Eavesdropping: Literary License to Listen
Cherry Republic in Glen Arbor, and I’m eavesdropping on two kids, maybe just under and just over ten, the girl older by a bit. They stare at the chocolate covered cherry samples which Cherry Republic sets out in daring generosity. Because free samples of chocolate covered cherries draw children like flies, these are offered at the back of the store, in sight of the folks tending the counter. That way, if an unsupervised child gets carried away with sampling, a salesperson will approach, clear her throat and ask if she can help. The kids shove their hands into their pockets and poof, disappear. Case in point, these kids, maybe siblings, maybe friends, are sampling with enthusiasm. I’m standing near, pretending to study the cherry bar-b-cue sauces. I have just heard the boy say that the milk-chocolate covered cherries are—he’s got a soft voice and his mouth is full so I’m not sure—“sassy-good.” Sassy good? That’s what I hear.
The girls says, “Naa, those are blue, not red.”
What are they talking about? The chocolates? These chocolates come in the usual shades.
The boy is giggling, draws out “Sassky…toon…” Oh, I get it, “Saskatoon.”
He’s trying to persuade her the interior berries are saskatoons, not cherries, and of course, she knows better, ’cuz she’s older, and she has to correct him. Red, not blue, as in saskatoons, a cousin to blueberries. But here’s the captivating thing: I can tell he likes the sound of the word saskatoon—I do too, and maybe he just learned it and is enjoying saying it. It is a delicious word, not just because of the flavor it suggests: cool sweet ice on a warm day, but the play. In English, sass suggests defiance and toon contrasts with its soothing oooh. The “k” interrupts, quick and funny, that witty k. Who wouldn’t want that word, a word that is, by the way, a distortion of an indigenous name for a blueberry native to Canada.
But why that word? How did the boy learn it? What kind of children play with words like that? What kind of child takes pleasure in claiming that cherries are saskatoons. Sassygood kids? And from where in his spirit did his playfulness rise, and yes, she’s a bit of a know-it-all but not unkind, having fun with him, each of them sneakily lifting the spoon and tipping the sweets into their palms, eating the samples as they speak, and I’m just about to abandon the barbecue sauces and actually ask them when the salesperson makes her way toward them, and like small creatures of the woods, they flee out the front door. I’m left with a chocolate covered-mystery, a half-shaped dream of two children in a saskatoon field.
Last month, during the first in-person Interlochen Writers Retreat since 2019, artistic director Patty Ann McNair offered up an inspired craft talk, “Back to Basics: Building a Writing Habit (How Writers use Journals).” In her teaching, this “place made of pages” is where we stash those unique words, objects, memories, lists, sketches, doodles, even mishearings; where tiny shards are held in place until that day when the sliver of language (sentence, paragraph, list, sketch) demands life, and we, as writers, let curiosity lead us to make something of it. Patty led observational and associative exercises that rained inspiration on our journal pages.

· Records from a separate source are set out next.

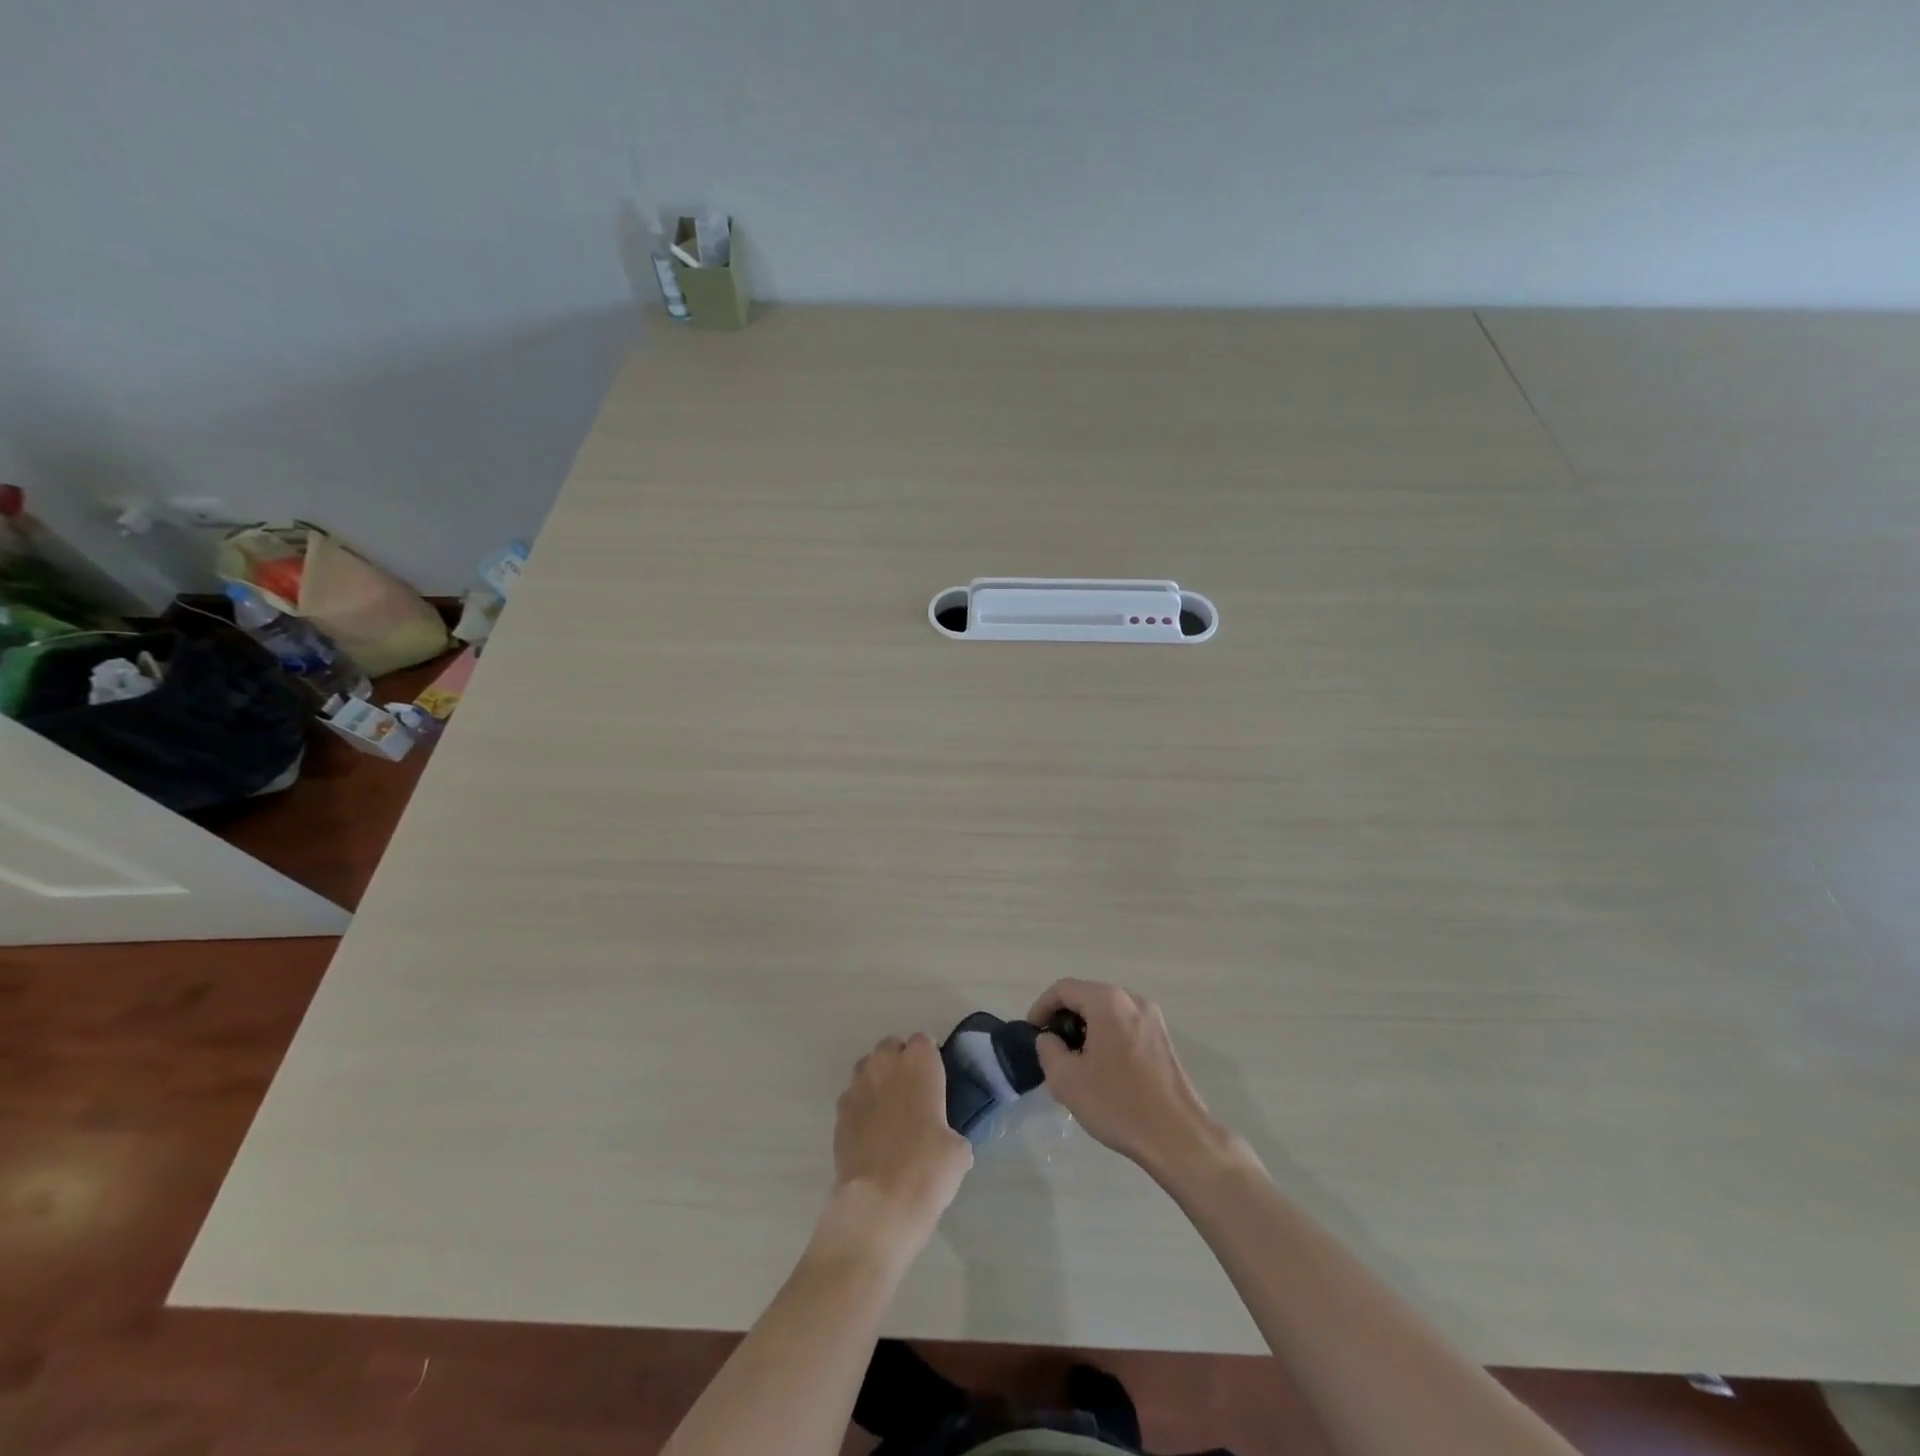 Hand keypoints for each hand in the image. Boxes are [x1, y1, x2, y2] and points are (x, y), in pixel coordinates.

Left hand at [822, 1033, 972, 1262]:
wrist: (878, 1205)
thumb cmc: (927, 1169)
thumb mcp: (958, 1151)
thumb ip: (950, 1131)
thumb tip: (946, 1140)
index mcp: (919, 1064)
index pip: (924, 1041)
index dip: (929, 1060)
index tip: (936, 1082)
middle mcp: (885, 1065)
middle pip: (890, 1047)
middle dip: (900, 1063)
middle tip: (913, 1095)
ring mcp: (857, 1087)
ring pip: (867, 1068)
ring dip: (878, 1081)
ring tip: (889, 1112)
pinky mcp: (838, 1114)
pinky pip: (853, 1098)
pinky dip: (862, 1108)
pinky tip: (871, 1134)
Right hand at [1029, 979, 1231, 1178]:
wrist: (1178, 1137)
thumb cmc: (1118, 1104)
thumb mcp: (1067, 1080)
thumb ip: (1048, 1050)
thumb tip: (1049, 1038)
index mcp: (1108, 1002)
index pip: (1064, 989)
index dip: (1041, 1007)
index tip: (1032, 1033)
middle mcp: (1132, 1000)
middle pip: (1087, 996)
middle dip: (1064, 1018)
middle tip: (1052, 1049)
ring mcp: (1153, 1019)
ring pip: (1107, 1012)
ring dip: (1086, 1029)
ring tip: (1075, 1062)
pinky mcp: (1164, 1039)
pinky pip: (1125, 1026)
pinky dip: (1107, 1037)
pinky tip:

In the process, she asked what experiences triggered our writing. I said, somewhat embarrassed, “Eavesdropping.” I was surprised when she and many people nodded. I was not alone in this invasive habit for which my mother would have me righteously scolded. It’s true I have always loved to eavesdrop, a behavior that annoys my David. If we are out to dinner and a lively conversation evolves at the next table, I am inclined to continue staring at him, but I am not listening. I am hearing the other conversation. He knows me well, waves his napkin to regain my attention (or surrender?). He is a good conversationist, but I am enamored of the questions that rise from these shards of talk at the next table. Their partialness triggers imagination—and invites a state of invention. Yes, on some level it is a violation of privacy, but not with malicious intent, rather with the intention of play—like those Saskatoon kids, and not unlike Patty’s invitation to journal; if we’ve eavesdropped that sassygood moment onto the page, play may germinate. Maybe it drives us to complete narrative, and maybe it nourishes literary license—that willingness to play with the clay, to shape it.
As a nonfictionist, these fragments trigger not only invention but memory—which can lead toward invention. A day I stopped on a Canadian highway and bought first a quart, then a case of hand-picked Saskatoons, lured by talk with the indigenous woman who had picked them. I only remembered that moment after I heard the children, after I noted the word, after its mental simmer. See? The practice of curiosity (including eavesdropping) is a universal pleasure and part of imaginative association. We word folk (writers and readers) are given permission to remake cherries into a berry, blue as a planet. And as long as our hearts are in the right place, and our hands reach for that notebook page, maybe we can listen with joy, eavesdrop with a word-lush license.